Otra maldición del celular se relaciona con lo que los clásicos llaman “el don de la ubicuidad”. Apagar un celular es motivo de suspicacias múltiples que normalmente, dado que los mexicanos tendemos a pensar lo peor, se asocian con adulterios, francachelas romanas, mentiras y problemas. Frases como “es que estaba en vibrador ” o ” se le acabó la batería” son excusas emergentes que se dicen con frecuencia creciente ya que uno siente una culpa digna de mejores causas. No entiendo cuál es la ventaja de estar siempre localizable y sí percibo profundos problemas que se relacionan con llamadas a deshoras de algún mando superior o, peor aún, el uso de un celular en estado etílico ya que es ampliamente sabido que en esos momentos se le llama a la novia de juventud, a Bangok Tailandia o a un amigo para llorar penas. Conozco gente que antes de empezar la tomadera encarga sus celulares para evitar desaguisados.

El último problema del uso y abuso del celular se relaciona con la vía pública; hace unos días fui el mudo testigo de cómo una vieja chota en camionetota llevaba en una mano un cigarro que a su vez tomaba el volante mientras en la otra portaba un teléfono al que le pegaba de gritos.

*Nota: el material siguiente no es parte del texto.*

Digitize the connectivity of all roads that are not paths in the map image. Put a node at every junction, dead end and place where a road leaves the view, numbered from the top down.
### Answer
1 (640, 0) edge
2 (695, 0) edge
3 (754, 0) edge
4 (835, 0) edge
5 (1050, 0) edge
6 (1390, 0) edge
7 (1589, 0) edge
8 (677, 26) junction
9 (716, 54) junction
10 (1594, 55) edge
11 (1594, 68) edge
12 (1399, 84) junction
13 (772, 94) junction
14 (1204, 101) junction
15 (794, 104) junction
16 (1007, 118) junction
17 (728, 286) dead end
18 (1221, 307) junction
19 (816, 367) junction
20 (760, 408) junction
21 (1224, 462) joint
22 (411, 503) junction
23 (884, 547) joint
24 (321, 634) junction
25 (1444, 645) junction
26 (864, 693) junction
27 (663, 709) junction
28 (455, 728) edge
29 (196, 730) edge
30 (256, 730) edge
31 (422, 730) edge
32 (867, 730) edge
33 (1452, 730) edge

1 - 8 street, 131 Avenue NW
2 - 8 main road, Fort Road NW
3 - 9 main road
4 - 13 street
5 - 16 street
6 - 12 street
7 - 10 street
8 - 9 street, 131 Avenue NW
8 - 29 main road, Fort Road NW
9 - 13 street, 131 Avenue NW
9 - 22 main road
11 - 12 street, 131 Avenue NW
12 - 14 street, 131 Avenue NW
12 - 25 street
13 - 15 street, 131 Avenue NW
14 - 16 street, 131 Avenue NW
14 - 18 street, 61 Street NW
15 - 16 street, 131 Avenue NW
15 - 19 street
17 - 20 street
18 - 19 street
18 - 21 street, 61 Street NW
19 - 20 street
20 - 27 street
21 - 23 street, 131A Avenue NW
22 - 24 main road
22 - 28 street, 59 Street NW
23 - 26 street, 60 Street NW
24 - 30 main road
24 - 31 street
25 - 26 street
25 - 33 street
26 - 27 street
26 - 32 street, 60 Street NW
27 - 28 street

Inicié rogativas por que no se matara y me llevara de corbata en el percance y entonces me quedé pensando que la gente cuando va en el coche en estos tiempos considera un “tiempo muerto” lo que ahí sucede y es por ello que toman el celular e inician largas llamadas en las que relatan cosas como que el tráfico está pesado en avenida Mosqueta o que acaban de ver un accidente. Este es un fenómeno consuetudinario que seguramente incrementará las ventas del señor Slim y la tasa de accidentes nacional, que por cierto no es menor. En fin, nuevamente receto una diatriba de anciano, pero cada vez con mayor certeza de que lo soy… qué se le va a hacer.